The religion - Switzerland has no official state religion, but Christianity is the predominant religion. Immigration has brought Islam and Eastern Orthodoxy. The larger cities (Bern, Zürich and Basel) are predominantly Protestant.
The Switzerland language - Switzerland is multilingual and has four national languages. The people of Switzerland speak many languages: German, French, Italian and Romansh. Majorities of the people, around 64%, speak German or the German influenced Swiss dialect of "Schwyzerdütsch." Around 19% of the Swiss people speak French. Another 8 % of the Swiss population speaks Italian while 1 % speaks Raeto-Romanic or Romansch.
The Art in Switzerland - In the 16th century Protestantism had a strong influence on visual arts in Switzerland. There was almost no influence from Italian or French Renaissance. Chiefly in modern times did Swiss artists begin to emerge internationally. Paul Klee is sometimes regarded as Switzerland's most original and impressive painter. There are considerable art collections in renowned museums around Switzerland in Zürich, Basel and Geneva.

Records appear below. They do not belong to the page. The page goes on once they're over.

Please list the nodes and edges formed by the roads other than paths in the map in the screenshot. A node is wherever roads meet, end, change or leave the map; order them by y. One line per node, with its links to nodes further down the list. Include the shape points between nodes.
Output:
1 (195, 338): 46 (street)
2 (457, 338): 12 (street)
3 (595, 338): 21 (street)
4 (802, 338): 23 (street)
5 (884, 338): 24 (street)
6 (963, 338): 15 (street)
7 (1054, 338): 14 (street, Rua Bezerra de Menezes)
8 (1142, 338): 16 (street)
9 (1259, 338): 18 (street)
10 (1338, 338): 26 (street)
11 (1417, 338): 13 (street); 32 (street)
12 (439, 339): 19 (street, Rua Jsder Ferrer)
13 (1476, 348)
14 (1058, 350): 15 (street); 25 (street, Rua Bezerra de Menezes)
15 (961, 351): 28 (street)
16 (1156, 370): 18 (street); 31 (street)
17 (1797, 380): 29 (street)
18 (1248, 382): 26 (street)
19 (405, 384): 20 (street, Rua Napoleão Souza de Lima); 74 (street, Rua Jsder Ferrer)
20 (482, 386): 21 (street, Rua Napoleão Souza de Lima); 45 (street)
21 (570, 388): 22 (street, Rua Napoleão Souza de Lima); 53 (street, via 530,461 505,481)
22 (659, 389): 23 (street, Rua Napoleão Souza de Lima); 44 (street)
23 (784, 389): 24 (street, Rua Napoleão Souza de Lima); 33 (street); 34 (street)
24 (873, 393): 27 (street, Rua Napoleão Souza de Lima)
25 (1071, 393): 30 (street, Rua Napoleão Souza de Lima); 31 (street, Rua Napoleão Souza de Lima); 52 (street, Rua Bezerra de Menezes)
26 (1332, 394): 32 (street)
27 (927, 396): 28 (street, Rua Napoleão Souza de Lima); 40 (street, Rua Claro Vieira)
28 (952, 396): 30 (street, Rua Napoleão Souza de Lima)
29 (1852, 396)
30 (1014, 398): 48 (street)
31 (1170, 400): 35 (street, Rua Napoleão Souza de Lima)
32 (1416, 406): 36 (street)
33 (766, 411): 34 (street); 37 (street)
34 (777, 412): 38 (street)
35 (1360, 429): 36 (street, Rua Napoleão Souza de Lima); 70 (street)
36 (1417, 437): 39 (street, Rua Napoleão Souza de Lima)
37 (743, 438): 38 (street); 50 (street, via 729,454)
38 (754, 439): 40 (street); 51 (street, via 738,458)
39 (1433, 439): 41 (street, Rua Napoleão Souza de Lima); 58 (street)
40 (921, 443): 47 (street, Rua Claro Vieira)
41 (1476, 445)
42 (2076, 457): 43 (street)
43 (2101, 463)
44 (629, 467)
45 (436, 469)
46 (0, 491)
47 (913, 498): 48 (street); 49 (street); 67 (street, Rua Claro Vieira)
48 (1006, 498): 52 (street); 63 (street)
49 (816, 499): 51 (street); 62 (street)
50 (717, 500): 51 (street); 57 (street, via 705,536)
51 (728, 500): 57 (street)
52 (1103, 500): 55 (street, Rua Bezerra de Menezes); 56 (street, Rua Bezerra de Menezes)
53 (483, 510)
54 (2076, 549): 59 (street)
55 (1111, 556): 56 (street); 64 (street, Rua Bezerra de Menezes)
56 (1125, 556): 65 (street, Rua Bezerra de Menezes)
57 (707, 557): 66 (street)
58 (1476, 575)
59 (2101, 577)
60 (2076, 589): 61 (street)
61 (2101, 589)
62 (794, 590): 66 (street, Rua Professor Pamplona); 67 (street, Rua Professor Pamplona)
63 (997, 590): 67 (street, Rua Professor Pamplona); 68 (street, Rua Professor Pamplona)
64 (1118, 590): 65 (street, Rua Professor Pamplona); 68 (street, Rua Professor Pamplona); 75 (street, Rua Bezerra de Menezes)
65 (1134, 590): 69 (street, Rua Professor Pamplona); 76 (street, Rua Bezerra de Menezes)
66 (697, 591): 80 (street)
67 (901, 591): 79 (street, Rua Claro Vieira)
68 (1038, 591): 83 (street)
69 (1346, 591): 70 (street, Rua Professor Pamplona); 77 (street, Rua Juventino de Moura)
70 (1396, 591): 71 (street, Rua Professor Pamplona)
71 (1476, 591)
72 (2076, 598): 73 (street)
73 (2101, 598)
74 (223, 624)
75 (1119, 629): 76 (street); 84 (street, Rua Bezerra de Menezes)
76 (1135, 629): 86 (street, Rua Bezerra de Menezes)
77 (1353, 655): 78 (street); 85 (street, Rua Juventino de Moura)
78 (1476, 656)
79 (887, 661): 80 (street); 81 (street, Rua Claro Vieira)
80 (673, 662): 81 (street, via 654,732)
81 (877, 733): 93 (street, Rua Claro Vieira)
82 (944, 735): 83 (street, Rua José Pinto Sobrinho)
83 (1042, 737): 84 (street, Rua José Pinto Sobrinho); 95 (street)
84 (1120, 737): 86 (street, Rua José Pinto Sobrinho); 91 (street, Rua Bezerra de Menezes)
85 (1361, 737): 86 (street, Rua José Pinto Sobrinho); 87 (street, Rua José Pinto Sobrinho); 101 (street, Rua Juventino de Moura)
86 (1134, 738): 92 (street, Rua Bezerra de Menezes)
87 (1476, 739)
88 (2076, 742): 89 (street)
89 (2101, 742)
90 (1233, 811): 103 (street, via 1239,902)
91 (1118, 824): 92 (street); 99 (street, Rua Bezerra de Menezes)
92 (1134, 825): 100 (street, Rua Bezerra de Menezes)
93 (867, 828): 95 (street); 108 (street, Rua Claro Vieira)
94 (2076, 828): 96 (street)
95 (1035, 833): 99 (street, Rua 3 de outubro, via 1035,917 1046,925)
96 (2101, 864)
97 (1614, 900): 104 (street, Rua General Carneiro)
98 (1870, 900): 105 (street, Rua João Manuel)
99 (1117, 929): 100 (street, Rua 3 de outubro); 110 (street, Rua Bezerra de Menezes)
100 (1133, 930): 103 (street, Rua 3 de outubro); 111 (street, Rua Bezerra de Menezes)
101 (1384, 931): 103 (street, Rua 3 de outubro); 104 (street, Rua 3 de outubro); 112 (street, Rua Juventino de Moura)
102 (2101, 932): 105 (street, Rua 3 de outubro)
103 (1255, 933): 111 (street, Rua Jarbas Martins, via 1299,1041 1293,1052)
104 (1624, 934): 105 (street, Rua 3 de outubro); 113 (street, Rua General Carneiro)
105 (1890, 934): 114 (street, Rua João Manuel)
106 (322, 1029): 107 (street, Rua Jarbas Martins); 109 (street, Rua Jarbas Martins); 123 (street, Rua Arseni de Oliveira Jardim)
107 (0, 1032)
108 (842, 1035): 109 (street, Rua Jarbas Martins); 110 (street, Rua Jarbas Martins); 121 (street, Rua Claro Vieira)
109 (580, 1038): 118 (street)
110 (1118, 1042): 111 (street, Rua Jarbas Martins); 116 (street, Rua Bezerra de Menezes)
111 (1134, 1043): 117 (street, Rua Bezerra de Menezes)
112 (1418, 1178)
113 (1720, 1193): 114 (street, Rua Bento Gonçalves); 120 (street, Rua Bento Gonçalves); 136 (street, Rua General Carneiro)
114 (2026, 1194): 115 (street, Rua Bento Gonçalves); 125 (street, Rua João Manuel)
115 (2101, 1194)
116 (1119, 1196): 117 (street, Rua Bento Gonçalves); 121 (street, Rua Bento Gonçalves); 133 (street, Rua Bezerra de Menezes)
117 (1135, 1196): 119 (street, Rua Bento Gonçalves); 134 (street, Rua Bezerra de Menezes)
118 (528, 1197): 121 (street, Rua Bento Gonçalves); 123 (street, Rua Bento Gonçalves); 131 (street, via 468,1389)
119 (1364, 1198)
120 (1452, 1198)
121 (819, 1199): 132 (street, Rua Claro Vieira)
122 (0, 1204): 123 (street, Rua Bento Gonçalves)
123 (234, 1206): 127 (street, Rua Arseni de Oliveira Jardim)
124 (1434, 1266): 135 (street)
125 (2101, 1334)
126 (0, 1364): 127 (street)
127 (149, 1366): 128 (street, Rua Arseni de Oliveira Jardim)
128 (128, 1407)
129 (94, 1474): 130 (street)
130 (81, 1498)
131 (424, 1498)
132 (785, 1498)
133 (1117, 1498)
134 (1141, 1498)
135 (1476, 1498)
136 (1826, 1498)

Switzerland Cuisine - Switzerland was for a long time a country of farmers, so their specialties involve potatoes and cheese, and also some more exquisite foods such as chocolate. Swiss cheeses, in particular Emmental cheese, Gruyère, Vacherin, and Appenzeller, are famous Swiss products. There are a great number of regional dishes in Switzerland.
Music in Switzerland - Switzerland has long had a distinct cultural identity. Religious and folk music dominated the country until the 17th century. The alphorn, a trumpet- like musical instrument made of wood, has become alongside yodeling and the accordion an epitome of traditional Swiss music.